Exercise directions – Images within the entries are to be omitted; the remainder must be reproduced exactly.

Data supplied –
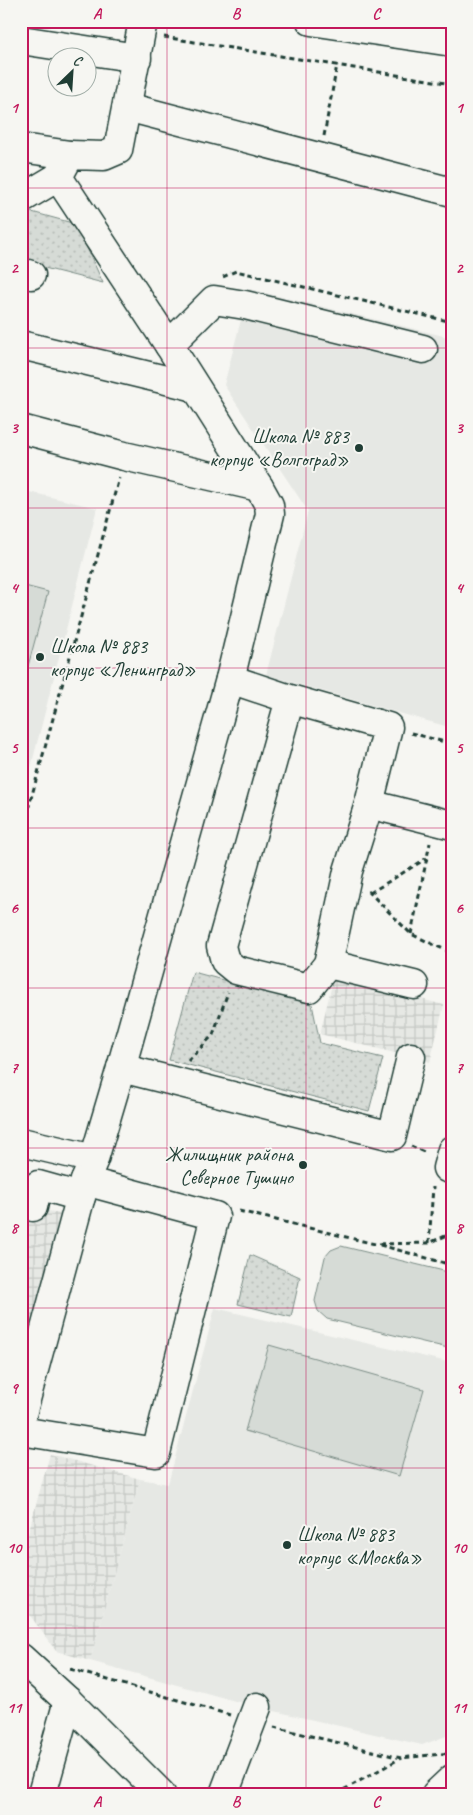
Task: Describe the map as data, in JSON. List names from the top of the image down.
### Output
{
  "places": [
    "Школа № 883 корпус «Волгоград»",
    "Школа № 883 корпус «Ленинград»",
    "Жилищник района Северное Тушино",
    "Школа № 883 корпус «Москва»"
  ],
  "north": "top right",
  "grid": {
    "columns": ["A", "B", "C"],
    "rows": [
      "1",
      "2",
      "3",
      "4",
      "5",
      "6",
      "7",
      "8",
      "9",
      "10",
      "11"
    ]
  }
}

Response to the task –
Task: Describe the map as data, in JSON. List names from the top of the image down.
### Output
{
  "places": [
    "Школа № 883 корпус «Волгоград»",
    "Школа № 883 корпус «Ленинград»",
    "Жилищник района Северное Тушино",
    "Школа № 883 корпус «Москва»"
  ],
  "north": "top right",
  "grid": {
    "columns": ["A", "B", "C"],
    "rows": [
      "1",
      "2",
      "3",
      "4",
      "5",
      "6",
      "7",
      "8",
      "9",
      "10",
      "11"
    ]
  }
}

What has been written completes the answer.